[What the task asks] Go through the material below and tally every line with the string "Abadi". Reply with the number only.

┌──

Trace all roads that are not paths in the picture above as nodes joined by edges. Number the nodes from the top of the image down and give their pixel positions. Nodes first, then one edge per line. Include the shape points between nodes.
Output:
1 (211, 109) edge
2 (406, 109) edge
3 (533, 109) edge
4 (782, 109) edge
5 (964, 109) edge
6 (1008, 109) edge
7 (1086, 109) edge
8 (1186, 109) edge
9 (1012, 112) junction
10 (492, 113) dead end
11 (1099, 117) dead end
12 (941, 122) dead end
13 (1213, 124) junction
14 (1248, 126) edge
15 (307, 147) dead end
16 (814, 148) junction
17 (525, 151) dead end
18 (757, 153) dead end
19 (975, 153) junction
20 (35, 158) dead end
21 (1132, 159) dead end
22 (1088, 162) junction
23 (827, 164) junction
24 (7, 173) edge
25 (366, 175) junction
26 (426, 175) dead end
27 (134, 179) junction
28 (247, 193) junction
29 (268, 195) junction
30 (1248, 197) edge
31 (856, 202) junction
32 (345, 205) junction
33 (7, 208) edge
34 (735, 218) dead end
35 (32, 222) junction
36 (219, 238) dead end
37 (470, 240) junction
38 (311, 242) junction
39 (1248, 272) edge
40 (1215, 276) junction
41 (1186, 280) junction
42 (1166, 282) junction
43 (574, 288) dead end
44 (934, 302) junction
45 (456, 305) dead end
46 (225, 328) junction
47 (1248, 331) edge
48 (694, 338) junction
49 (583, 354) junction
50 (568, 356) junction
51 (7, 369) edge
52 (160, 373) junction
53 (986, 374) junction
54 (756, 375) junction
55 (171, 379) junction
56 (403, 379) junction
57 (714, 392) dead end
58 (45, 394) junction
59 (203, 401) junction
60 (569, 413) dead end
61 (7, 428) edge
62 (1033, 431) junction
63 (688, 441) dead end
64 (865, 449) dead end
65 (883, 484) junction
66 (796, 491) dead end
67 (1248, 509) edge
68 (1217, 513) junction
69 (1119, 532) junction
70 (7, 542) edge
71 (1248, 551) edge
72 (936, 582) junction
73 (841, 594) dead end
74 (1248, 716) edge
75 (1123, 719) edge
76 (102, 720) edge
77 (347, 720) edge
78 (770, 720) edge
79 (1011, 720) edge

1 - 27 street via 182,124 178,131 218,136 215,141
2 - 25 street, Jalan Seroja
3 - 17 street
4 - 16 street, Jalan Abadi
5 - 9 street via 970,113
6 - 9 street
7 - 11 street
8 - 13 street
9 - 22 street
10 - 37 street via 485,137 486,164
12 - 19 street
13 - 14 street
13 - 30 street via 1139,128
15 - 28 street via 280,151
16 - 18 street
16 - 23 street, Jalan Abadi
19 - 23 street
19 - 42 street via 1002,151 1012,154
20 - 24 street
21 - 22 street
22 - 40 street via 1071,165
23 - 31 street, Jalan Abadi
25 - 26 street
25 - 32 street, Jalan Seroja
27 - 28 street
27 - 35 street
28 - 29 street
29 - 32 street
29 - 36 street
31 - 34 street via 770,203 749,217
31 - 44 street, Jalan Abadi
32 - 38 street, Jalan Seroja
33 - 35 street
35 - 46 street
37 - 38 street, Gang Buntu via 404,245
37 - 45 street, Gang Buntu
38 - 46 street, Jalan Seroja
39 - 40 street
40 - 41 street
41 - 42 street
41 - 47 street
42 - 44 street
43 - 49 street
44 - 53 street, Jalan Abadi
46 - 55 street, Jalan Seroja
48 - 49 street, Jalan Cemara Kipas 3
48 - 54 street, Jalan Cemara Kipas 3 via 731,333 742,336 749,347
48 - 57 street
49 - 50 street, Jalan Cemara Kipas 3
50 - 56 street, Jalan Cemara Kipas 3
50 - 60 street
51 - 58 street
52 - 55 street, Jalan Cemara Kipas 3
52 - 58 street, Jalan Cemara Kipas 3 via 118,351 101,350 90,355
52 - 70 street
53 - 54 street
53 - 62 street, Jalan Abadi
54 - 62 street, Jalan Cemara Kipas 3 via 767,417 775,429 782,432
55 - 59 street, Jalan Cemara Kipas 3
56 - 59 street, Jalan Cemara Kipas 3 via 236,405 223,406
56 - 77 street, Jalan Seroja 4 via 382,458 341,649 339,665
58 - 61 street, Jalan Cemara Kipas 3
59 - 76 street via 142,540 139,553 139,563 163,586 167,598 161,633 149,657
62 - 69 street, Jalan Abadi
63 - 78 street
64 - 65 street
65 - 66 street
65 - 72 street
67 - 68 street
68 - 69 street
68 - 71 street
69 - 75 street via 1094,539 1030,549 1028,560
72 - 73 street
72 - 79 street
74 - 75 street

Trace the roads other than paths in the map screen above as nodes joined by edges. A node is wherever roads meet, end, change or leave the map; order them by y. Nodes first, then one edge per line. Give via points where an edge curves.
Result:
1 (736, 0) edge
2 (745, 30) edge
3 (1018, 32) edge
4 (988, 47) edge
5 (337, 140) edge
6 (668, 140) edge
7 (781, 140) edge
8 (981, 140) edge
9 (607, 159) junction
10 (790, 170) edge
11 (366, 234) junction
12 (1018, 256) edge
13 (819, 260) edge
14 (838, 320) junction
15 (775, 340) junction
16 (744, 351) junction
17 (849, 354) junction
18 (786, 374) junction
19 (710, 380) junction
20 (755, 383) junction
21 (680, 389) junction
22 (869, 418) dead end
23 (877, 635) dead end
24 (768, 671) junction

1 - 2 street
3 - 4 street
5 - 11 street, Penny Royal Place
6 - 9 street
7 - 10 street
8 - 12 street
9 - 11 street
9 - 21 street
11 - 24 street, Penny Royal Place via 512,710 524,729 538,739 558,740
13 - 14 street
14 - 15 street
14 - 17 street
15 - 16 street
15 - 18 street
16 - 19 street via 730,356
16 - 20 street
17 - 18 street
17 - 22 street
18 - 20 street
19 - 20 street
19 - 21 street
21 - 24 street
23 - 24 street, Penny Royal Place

└──

[Result for this exercise] 7